DRAGONS!

Australian Water Dragon (Intellagama Lesueurii)2
Australian Water Dragon (Intellagama Lesueurii) photo by Ry Beaver from iNaturalist.org

It sounds like another fairy story, to have dragons at the bottom of the garden.

We have two types, the Bearded Dragons and the Water Dragons.

As a child I was always convinced that the water dragons were tiger snakes.  Usually all we saw of them in the river was the long striped tail disappearing into the water.   I developed a special “snake” scaring swimming stroke for the Murrumbidgee that was a modification of normal breast-stroke.  It involved using your hands to clear any scum or sticks from the water in front, and a loud splashing kick at the back that was guaranteed to startle any wildlife.

I was unaware that snakes don’t have ears, but lizards do.  In any case, all I saw were tails, until one day I startled one into the clear water of the creek as I was walking.   It lay on the bottom, totally still.  I watched it for forty-five minutes, uncertain if it was dead, and waited to see if it would come up again.  I found out later I should have waited twice as long, as they can hold their breath for 90 minutes.  It seemed quite calm in its prehistoric, scaly way.

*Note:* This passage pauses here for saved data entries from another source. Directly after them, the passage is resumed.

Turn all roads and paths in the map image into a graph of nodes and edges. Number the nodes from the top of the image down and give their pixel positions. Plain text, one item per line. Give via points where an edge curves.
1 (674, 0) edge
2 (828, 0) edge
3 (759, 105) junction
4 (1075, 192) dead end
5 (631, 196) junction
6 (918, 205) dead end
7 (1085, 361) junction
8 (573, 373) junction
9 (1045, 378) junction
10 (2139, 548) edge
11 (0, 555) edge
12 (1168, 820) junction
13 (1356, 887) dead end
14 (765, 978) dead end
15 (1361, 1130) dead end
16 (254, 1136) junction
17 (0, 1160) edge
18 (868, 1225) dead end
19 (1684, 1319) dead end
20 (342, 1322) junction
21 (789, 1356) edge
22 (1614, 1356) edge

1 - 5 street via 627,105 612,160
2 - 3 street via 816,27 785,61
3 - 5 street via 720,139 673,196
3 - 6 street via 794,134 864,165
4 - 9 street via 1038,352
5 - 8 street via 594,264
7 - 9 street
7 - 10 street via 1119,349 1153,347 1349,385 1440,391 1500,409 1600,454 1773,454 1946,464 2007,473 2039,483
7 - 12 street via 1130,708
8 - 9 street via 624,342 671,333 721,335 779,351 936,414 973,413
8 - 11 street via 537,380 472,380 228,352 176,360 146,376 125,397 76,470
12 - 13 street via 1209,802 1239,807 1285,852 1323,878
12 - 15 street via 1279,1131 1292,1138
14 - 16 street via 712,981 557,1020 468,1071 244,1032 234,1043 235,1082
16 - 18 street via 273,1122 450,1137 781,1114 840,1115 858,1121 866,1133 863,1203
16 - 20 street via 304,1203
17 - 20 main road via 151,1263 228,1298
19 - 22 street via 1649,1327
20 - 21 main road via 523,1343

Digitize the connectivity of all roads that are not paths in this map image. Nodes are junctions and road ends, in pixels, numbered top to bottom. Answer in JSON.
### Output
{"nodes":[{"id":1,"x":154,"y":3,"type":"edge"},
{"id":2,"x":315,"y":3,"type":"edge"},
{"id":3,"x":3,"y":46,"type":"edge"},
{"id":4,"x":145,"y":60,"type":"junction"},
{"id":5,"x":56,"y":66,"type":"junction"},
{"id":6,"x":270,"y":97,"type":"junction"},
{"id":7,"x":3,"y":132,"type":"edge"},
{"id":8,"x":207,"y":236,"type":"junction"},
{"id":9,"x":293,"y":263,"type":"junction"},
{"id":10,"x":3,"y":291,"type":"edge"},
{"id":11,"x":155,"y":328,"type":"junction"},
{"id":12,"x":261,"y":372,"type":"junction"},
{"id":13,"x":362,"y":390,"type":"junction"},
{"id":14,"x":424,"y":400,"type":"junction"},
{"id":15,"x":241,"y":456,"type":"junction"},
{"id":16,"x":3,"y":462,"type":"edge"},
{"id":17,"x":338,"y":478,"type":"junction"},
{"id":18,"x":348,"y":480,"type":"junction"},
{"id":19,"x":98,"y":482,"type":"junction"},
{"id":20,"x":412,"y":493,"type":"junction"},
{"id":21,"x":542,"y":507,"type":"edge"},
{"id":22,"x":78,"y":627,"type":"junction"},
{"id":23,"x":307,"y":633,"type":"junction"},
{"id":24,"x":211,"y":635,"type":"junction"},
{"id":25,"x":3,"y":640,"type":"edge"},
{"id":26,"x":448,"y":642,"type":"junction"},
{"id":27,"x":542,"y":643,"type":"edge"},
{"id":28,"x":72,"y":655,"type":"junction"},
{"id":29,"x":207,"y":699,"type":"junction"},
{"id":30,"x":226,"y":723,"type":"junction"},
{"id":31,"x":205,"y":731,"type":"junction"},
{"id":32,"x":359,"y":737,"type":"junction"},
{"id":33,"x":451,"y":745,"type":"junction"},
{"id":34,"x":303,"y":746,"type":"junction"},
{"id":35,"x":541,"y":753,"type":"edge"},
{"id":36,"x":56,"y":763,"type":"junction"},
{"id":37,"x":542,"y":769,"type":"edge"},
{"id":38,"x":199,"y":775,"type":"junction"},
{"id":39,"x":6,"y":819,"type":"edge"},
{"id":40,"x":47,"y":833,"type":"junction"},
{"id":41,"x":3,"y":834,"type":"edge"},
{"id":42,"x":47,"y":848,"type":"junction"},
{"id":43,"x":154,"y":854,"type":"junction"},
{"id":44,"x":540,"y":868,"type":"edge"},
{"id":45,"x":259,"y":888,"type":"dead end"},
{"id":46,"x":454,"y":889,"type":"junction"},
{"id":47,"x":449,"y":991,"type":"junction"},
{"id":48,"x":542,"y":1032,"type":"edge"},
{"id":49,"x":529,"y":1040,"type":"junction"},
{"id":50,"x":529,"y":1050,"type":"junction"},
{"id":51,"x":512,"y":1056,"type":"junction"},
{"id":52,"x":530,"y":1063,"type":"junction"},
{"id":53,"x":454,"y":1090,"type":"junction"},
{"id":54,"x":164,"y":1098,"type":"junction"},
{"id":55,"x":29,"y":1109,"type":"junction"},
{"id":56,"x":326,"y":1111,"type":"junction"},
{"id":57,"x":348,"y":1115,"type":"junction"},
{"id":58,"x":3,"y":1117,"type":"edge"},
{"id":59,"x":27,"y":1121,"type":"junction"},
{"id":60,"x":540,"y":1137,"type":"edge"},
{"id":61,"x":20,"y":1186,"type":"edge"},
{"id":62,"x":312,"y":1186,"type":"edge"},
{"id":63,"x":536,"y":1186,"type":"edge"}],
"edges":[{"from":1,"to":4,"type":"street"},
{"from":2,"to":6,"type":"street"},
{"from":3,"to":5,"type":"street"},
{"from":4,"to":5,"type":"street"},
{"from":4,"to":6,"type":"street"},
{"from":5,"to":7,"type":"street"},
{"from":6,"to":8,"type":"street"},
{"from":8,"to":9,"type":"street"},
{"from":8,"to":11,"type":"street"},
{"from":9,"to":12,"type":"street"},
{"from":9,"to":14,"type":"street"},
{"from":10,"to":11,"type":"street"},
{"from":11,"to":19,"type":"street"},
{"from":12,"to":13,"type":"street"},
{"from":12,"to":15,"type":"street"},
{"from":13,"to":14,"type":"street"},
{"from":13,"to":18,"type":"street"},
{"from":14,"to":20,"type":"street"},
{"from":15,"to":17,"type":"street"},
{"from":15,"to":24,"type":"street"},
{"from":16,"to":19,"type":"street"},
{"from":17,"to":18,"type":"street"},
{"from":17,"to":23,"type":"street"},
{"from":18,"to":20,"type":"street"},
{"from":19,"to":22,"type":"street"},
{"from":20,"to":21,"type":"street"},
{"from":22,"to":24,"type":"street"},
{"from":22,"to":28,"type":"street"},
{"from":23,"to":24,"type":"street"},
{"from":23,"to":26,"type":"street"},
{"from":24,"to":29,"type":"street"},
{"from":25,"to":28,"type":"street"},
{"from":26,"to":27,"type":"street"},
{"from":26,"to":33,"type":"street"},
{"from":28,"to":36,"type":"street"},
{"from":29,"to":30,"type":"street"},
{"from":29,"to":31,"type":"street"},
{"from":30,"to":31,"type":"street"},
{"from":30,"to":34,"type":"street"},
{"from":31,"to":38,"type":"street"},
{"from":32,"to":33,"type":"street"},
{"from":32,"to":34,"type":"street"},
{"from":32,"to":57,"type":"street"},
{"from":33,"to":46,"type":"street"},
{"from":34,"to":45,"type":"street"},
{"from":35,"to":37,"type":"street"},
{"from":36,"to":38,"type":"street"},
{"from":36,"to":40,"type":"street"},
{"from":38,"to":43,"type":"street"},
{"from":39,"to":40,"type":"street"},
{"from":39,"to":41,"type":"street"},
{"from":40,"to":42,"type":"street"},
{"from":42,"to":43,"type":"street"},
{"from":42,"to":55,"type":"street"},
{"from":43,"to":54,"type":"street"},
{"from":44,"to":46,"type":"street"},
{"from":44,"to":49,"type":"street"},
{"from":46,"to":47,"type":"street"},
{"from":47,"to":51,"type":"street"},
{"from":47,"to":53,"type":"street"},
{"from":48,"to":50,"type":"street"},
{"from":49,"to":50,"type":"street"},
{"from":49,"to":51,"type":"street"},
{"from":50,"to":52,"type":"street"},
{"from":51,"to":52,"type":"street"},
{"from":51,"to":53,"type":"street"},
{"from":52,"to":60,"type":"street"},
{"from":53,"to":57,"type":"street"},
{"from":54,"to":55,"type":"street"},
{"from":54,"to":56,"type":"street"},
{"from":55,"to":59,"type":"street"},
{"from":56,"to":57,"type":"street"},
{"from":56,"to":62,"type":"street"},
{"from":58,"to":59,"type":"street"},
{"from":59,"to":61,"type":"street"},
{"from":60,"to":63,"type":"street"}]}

lizard crossing pipeThe Mullion Creek crossing on Esdale is called Lizard Crossing after our neighbours saw a water dragon there the first time they came past.  We saw it the other day sunning itself on the bridge, but it dodged into the pipe underneath when I tried to take its photo.  Even if you can’t see any live dragons, Renee Catullo from Craig’s lab set up a concrete lizard watching the crossing.  It was leftover from a prank where she placed dozens of small concrete statues outside Jason Bragg’s door, all with their eyes turned to the same spot.  Excellent prank.   At the moment it’s invisible in the long grass, however.

Dragons are fast runners, hoisting themselves up on their surprisingly long legs and having it away on their toes.  The ones in Central Australia, if startled, will run away upright, on their back legs.  Their front legs wave about as if they’re anxiously flapping their hands.  Ours run on all four legs, however.

The male water dragons can be quite spectacular in their mating colours, stripes, crests, and long claws.  Meanwhile the bearded dragons are generally much more subdued.

The first summer we had at Esdale we saw a bearded  dragon sitting on a fence post at the edge of the garden.  Not surprising, since their other common name is “Fencepost Lizard”.  It was there basking in the sunshine most days.  At the time we were having a grasshopper plague and we tried to offer it some grasshoppers to eat.  Being cold-blooded it had already had far more than it wanted and ignored them sitting all along its back, and even on its nose.   It was so exhausted that it never even raised its beard at us.

Craig and Martha and dragonThis week we’ve had the pleasure of an extra herpetologist in the house, just as all the scaly creatures are waking up from hibernation for the spring. Craig’s new postdoc  Martha Munoz  keeps pointing out animals I’ve failed to notice – water dragons, skinks, snakes, a brown falcon swooping away with a lizard dangling from its beak.  She noticed the bearded dragon on the same garden gate post and went running down to photograph it.

bearded dragon 2

It can’t be the same one as thirty years ago, as they usually only live to fifteen at the most.  Compared to the short lives of hot-blooded animals the same size, that’s much longer of course.  It’s probably a relative of that other dragon, however.  The beard seems most impressively black.  Perhaps that’s part of its mating colours and we disturbed it while it was waiting to flaunt itself in front of a lady friend.

The beard is pretty spectacular, but this is not the frill-necked lizard of northern Australia, where the frill goes all the way around.  This is just a “beard”.  Impressive enough.

Bearded dragons and Blue Tongues (a type of large skink) were the official contestants at the Eulo lizard races when Craig took his lab there.  He’d been collecting geckoes and was miffed that he was not allowed to enter one.  “Too small” said the race officials “The other runners might eat him.”  We assumed that the speedy bearded dragons would be much faster than the slow moving blue tongues when they raced, but in fact the dragon race was interminable.  The “gates” were a large perspex pie dish on a rope, which when lifted left the dragons all facing one another in a circle.  Instead of running, they started posturing and doing push-ups to intimidate the other lizards until finally one gave in and skittered away.

Bearded Dragon (Pogona  Barbata)
Bearded Dragon (Pogona Barbata)

I looked up some information about bearded dragons, but found mostly rather depressing information about breeding them for different patterns of scales and colours.   I think it’s a wonderful thing for kids to be surrounded by animals.  It’s part of learning to relate to the world around us.  But there’s a line where keeping pets can become pretty undignified for the animals concerned, and not just when they have to wear a bonnet and be pushed around in a pram.  Anyway, I’m happy to know that those pets have wild cousins around here.